Pahor, AB’nin Batı Balkanlar’da daha hızlı genişlemesinin, barışçıl yollarla gerçekleştirilemeyecek tehlikeli sınır değişikliği fikrinin de etkisini azaltacağını vurgulayarak, “Balkanlar’da herhangi bir sınır değişikliğine karşıyım. Batı Balkan ülkelerinin AB’ye dahil olması durumunda ülkelerin toprak bütünlüğü ilkesi de güçlenecektir, aralarındaki meseleler çözülecek, bölgede ve Avrupa’da istikrar sağlanacaktır.” ifadesini kullandı.
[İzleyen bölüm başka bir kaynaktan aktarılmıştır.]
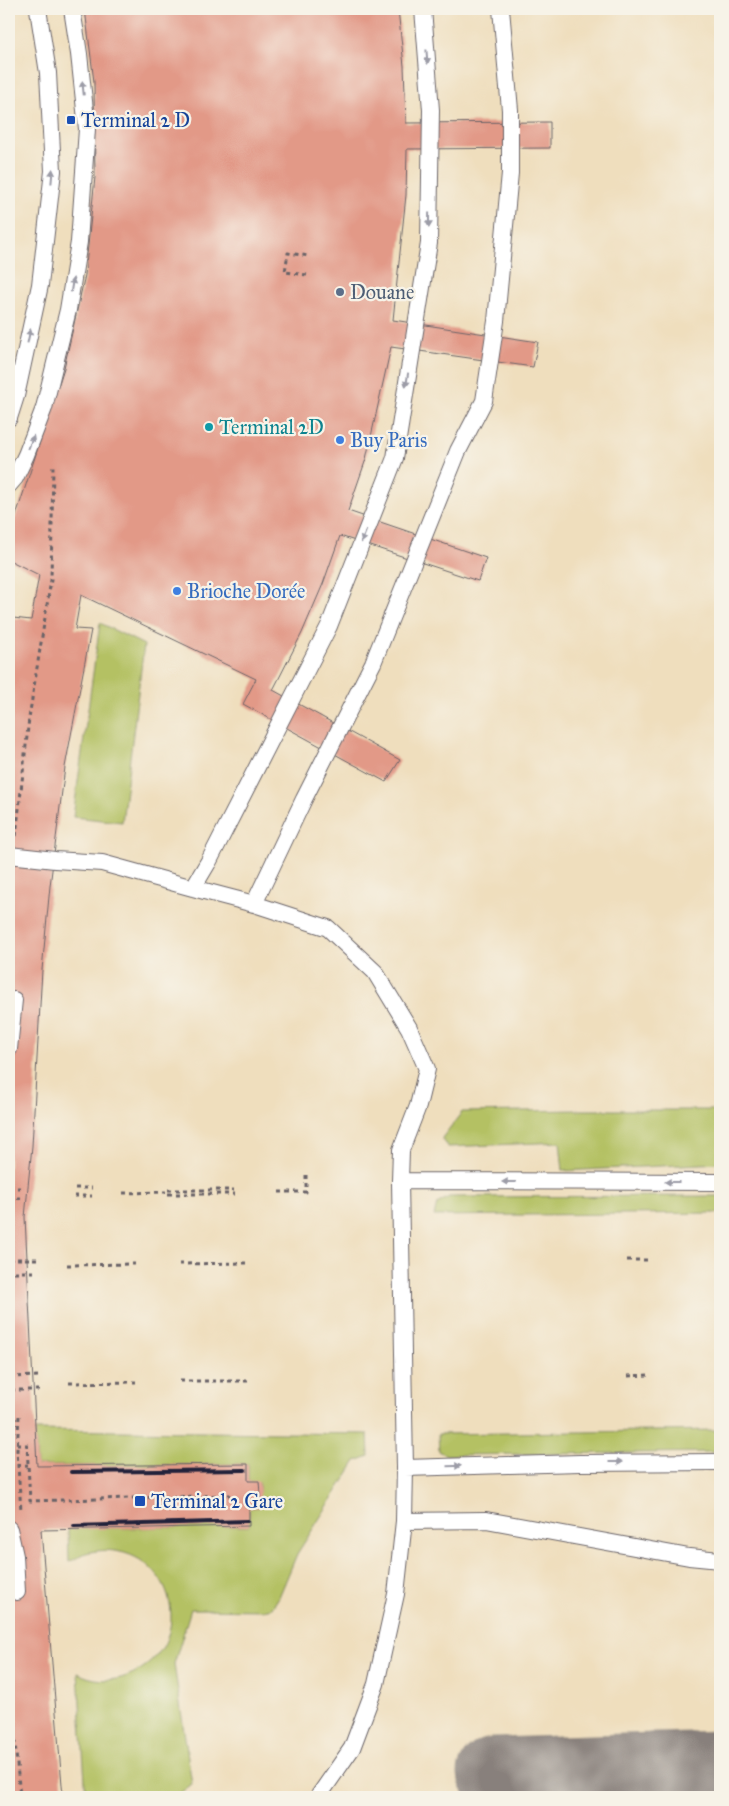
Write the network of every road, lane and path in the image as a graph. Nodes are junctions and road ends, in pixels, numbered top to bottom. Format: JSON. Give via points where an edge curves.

On yılı aşkın süredir bu düşünceleri savunduğuna dikkati çeken Pahor, “Yakın zamanda Bosna Hersek’e resmi ziyaret gerçekleştirdim. Bosna Hersek’in dostuyum, toprak bütünlüğünü ve Avro-Atlantik entegrasyonunu destekliyorum. Cumhurbaşkanlığım süresince Bosna Hersek’e yedi ziyaret gerçekleştirdim. Böyle bir belgeden haberim yoktu.” şeklinde konuştu.
Barışın önemini açık şekilde vurgulayan nadir devlet başkanlarından biri olduğunu söyleyen Pahor, mevcut sınırların barışçıl yollarla değişmesinin mümkün olamayacağını ve bu tür değişimlere karşı olduğunu yineledi.